2008-02-11

Sed: add space into an regular expression

I am writing a script that compresses web files in order to reduce the size of a site and load on the server. After stripping out leading and trailing spaces I remove newlines and this causes problem with PHP files, since I get something like this:


<?php...

where ... represents some PHP code. This is not valid. The following is needed - note the space before ...:


<?php ...

I am writing a script in Bash shell using sed for string conversions. I am sure Perl, Python or other scripting languages would be a better choice, but I am not familiar with them - even with sed I only scratch the surface.
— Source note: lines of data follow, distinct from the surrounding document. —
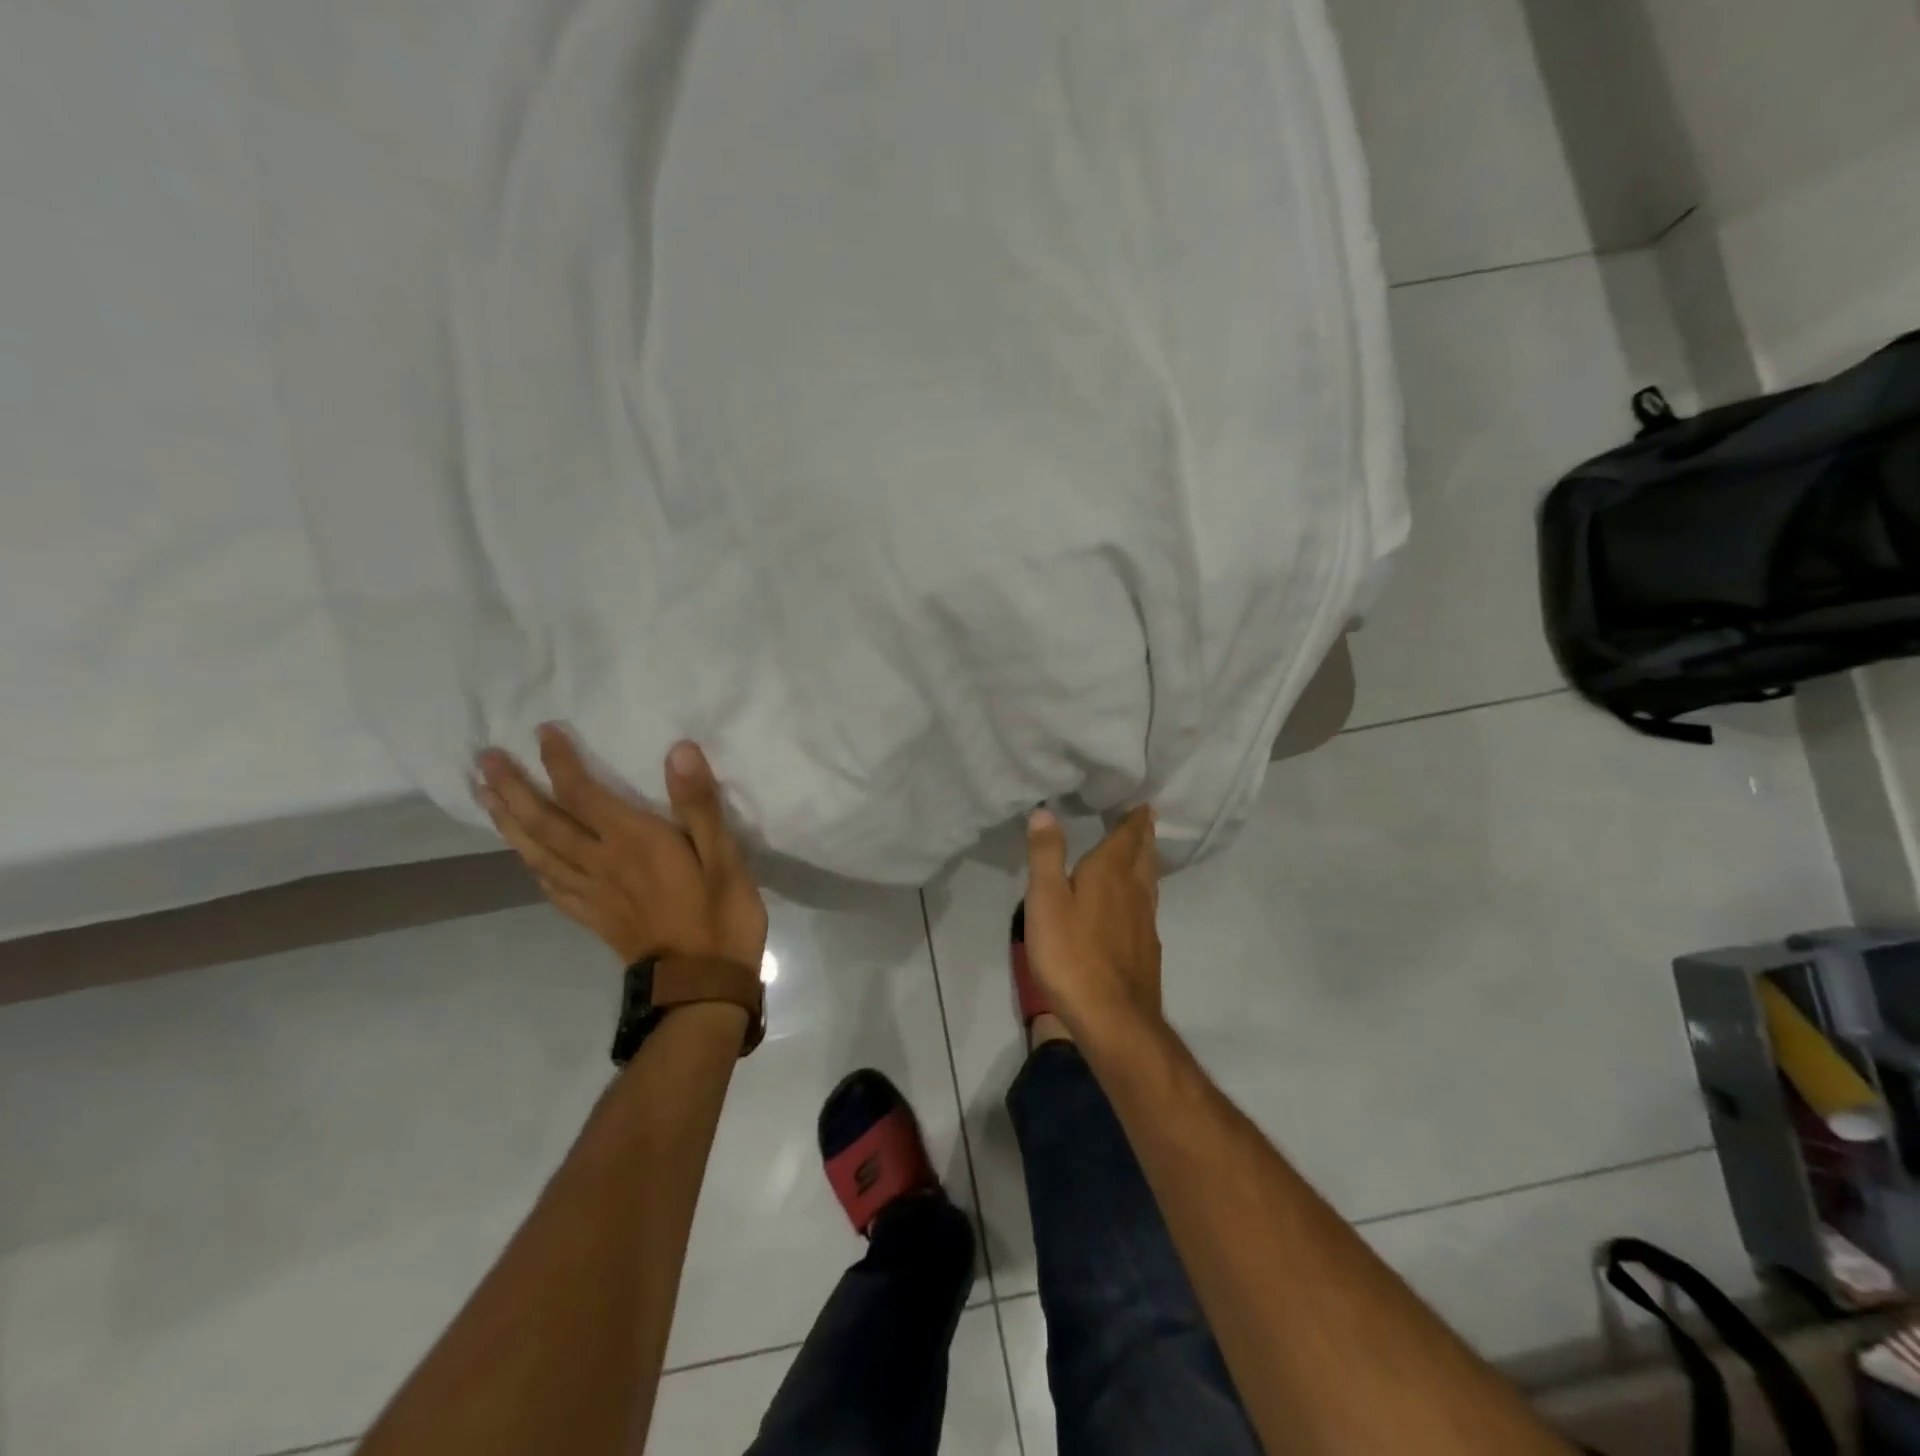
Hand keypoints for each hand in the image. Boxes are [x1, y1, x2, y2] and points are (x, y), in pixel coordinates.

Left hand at [474, 727, 767, 971]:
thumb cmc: (720, 916)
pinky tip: (525, 857)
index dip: (560, 762)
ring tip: (485, 797)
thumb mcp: (724, 856)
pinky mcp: (593, 918)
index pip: (583, 794)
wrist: (700, 987)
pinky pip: (551, 885)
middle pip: (545, 821)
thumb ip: (699, 805)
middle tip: (484, 760)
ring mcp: (592, 893)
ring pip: (537, 852)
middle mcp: (601, 862)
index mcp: (633, 842)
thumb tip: (680, 750)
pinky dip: (531, 864)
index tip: (542, 732)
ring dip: (508, 821)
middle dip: (513, 788)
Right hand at [1022, 805, 1161, 1030]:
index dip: (1134, 819)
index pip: (1127, 837)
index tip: (1144, 803)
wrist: (1113, 1018)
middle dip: (1144, 835)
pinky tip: (1136, 905)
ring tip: (1144, 852)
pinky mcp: (1146, 949)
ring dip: (1147, 861)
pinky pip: (1148, 907)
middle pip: (1143, 856)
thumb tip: (1045, 811)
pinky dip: (1144, 892)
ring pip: (1149, 881)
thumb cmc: (1071, 954)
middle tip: (1147, 818)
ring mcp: (1145, 922)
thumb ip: (1046, 855)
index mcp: (1109, 873)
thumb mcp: (1046, 900)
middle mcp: (1134, 891)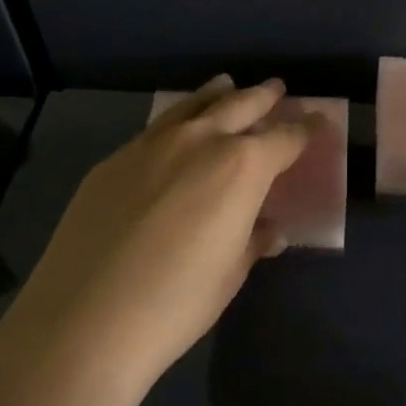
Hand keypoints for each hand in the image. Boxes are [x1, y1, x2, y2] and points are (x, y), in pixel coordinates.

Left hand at [1, 77, 312, 394]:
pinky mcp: (114, 159)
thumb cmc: (176, 304)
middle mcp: (201, 141)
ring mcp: (152, 145)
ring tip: (228, 84)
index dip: (307, 130)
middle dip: (265, 97)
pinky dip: (180, 117)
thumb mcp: (229, 273)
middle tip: (279, 91)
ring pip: (194, 105)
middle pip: (241, 105)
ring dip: (218, 94)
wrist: (83, 321)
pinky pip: (158, 126)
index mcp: (242, 167)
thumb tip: (268, 229)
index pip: (285, 138)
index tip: (321, 122)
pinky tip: (178, 127)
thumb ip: (253, 240)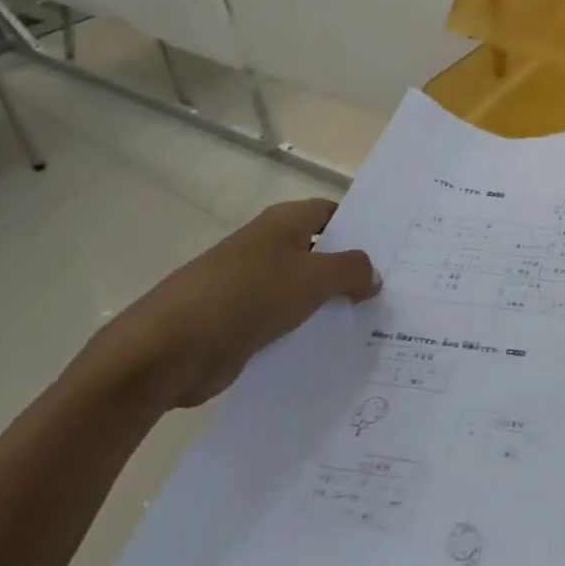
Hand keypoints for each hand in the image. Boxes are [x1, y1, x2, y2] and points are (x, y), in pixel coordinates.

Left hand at [92, 198, 378, 410]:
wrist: (166, 351)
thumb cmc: (244, 297)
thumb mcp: (310, 278)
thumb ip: (350, 270)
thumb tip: (374, 273)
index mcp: (284, 223)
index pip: (333, 213)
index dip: (363, 227)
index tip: (397, 249)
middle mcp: (269, 248)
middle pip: (322, 252)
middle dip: (353, 269)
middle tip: (397, 289)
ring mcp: (254, 286)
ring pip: (306, 290)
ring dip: (333, 304)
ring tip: (377, 322)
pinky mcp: (243, 324)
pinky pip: (287, 322)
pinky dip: (309, 331)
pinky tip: (337, 348)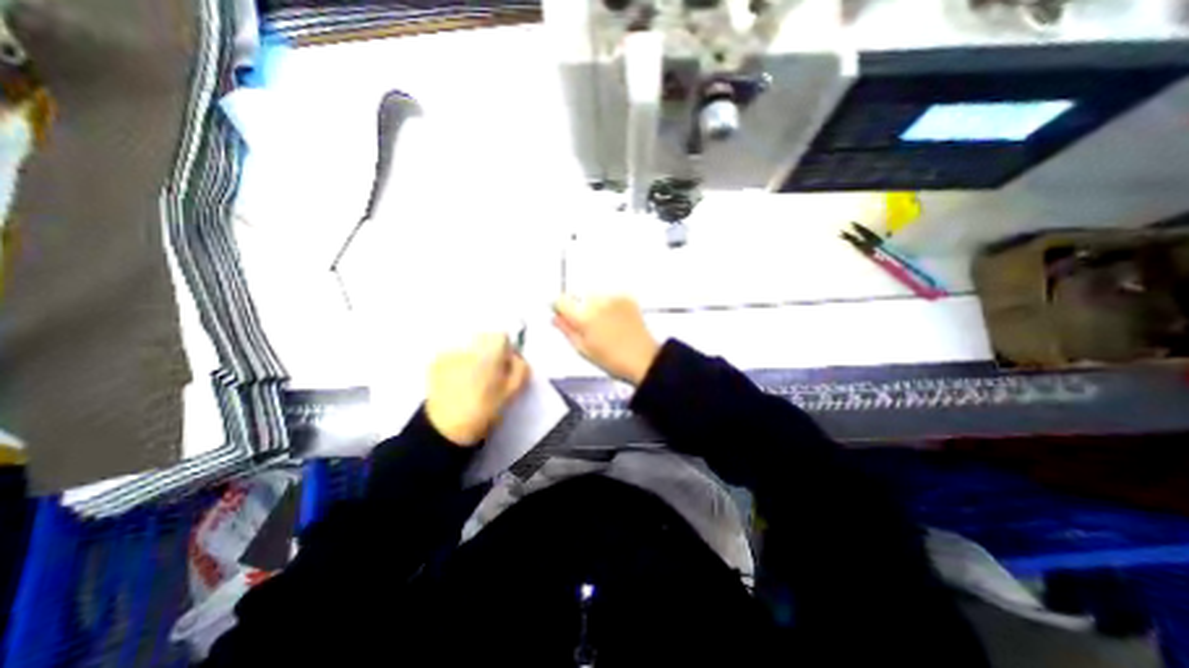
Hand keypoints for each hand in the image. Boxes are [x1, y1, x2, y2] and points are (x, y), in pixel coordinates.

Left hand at [422, 332, 524, 444]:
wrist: (448, 428)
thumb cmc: (486, 409)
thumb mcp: (513, 391)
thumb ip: (520, 368)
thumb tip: (516, 357)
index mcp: (489, 352)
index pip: (502, 336)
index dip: (507, 350)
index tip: (506, 366)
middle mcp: (468, 346)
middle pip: (485, 339)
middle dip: (490, 352)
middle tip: (491, 374)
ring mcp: (449, 353)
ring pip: (470, 348)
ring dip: (474, 358)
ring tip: (473, 380)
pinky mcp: (436, 362)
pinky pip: (455, 356)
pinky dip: (459, 364)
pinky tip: (459, 382)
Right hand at [555, 296, 659, 384]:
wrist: (643, 359)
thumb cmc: (613, 360)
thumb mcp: (583, 349)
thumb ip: (566, 330)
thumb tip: (556, 317)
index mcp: (584, 317)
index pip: (560, 300)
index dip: (560, 309)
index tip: (563, 315)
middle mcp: (598, 302)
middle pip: (578, 297)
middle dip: (579, 308)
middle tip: (589, 327)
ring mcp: (614, 298)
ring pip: (594, 295)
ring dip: (594, 305)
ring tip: (605, 325)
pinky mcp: (627, 297)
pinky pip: (610, 296)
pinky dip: (609, 305)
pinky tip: (616, 320)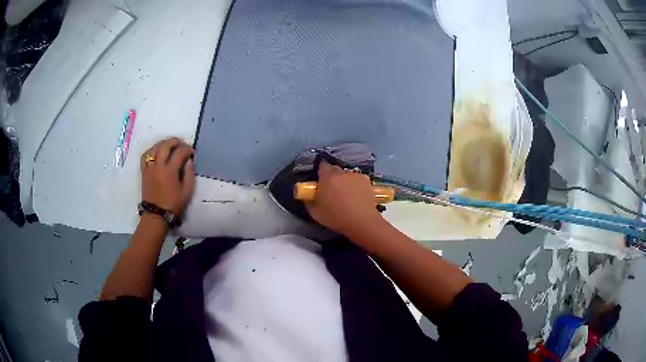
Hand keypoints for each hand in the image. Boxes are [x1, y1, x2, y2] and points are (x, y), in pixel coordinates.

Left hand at [140, 138, 195, 214]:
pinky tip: (156, 152)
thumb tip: (188, 161)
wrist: (156, 214)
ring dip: (163, 143)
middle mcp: (158, 166)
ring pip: (154, 148)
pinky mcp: (144, 171)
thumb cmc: (173, 204)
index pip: (179, 152)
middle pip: (165, 146)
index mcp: (170, 171)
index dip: (187, 149)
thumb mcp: (187, 192)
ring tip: (169, 145)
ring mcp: (149, 168)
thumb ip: (189, 174)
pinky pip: (145, 156)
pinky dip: (151, 150)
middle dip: (175, 141)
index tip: (192, 152)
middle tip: (181, 144)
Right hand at [305, 161, 382, 235]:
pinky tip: (356, 195)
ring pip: (347, 174)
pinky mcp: (367, 180)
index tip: (320, 180)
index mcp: (328, 177)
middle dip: (332, 176)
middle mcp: (342, 172)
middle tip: (331, 189)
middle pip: (335, 169)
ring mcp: (356, 175)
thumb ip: (308, 201)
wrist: (362, 222)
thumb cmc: (336, 218)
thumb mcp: (315, 213)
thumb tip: (307, 195)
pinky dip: (355, 184)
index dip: (321, 171)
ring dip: (344, 180)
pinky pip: (357, 179)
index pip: (322, 165)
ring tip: (346, 193)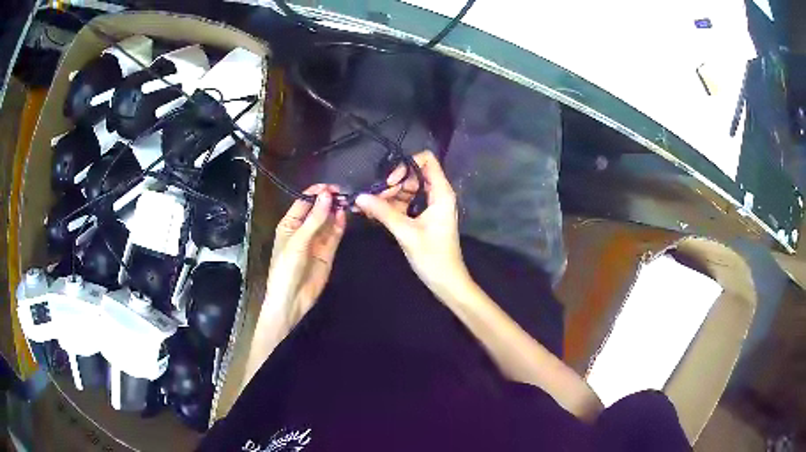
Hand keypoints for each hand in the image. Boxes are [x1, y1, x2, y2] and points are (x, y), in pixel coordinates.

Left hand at [266, 185, 345, 321]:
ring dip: (336, 211)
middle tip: (343, 193)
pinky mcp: (327, 252)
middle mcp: (303, 229)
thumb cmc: (287, 268)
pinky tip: (344, 215)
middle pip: (318, 210)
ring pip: (328, 221)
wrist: (292, 300)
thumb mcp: (299, 241)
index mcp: (289, 224)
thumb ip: (315, 218)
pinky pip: (334, 235)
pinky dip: (340, 225)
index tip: (332, 187)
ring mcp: (316, 241)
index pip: (304, 202)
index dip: (317, 193)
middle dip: (329, 200)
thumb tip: (327, 195)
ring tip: (347, 202)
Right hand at [356, 151, 469, 293]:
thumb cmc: (433, 257)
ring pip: (406, 190)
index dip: (406, 165)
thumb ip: (383, 212)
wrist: (446, 281)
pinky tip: (374, 214)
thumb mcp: (406, 233)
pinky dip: (391, 207)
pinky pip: (405, 204)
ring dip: (388, 197)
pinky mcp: (422, 217)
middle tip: (375, 200)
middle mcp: (436, 195)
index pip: (427, 160)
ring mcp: (429, 206)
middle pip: (412, 175)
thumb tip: (359, 197)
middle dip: (393, 184)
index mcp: (441, 193)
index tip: (391, 182)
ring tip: (368, 209)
I did not know how to insert a space into an regex with sed, so I came up with the following solution:



sed \

-e "s/<?php[^ ]/jabudabu&/g" \

-e "s/jabudabu<?php/<?php\ /g" \

-e "s/<?[^(php) ]/jabudabu&/g" \

-e "s/jabudabu<?/<?\ /g"

3 comments:

arun kumar said...

yes it works i think.
because i used in javascript and wrote a expression like ^[a-z ]+[a-z]$
It takes characters only and allows space b/w them.

Asad Naeem said...

I want to check spaces too in URL

Asad Naeem said...

Javascript:
var reg = /^([a-zA-Z0-9_$*!'\-\.\']+)@((\[[0-9]{1,3}\.[0-9]{1,3}\.[0-9]{1,3}\.)|(([a-zA-Z0-9\-]+\.)+))([a-zA-Z]{2,4})(\]?)$/;

C#
string reg = @"^([a-zA-Z0-9_$*!'\-\.\']+)@((\[[0-9]{1,3}\.[0-9]{1,3}\.[0-9]{1,3}\.)|(([a-zA-Z0-9\-]+\.)+))([a-zA-Z]{2,4})(\]?)$";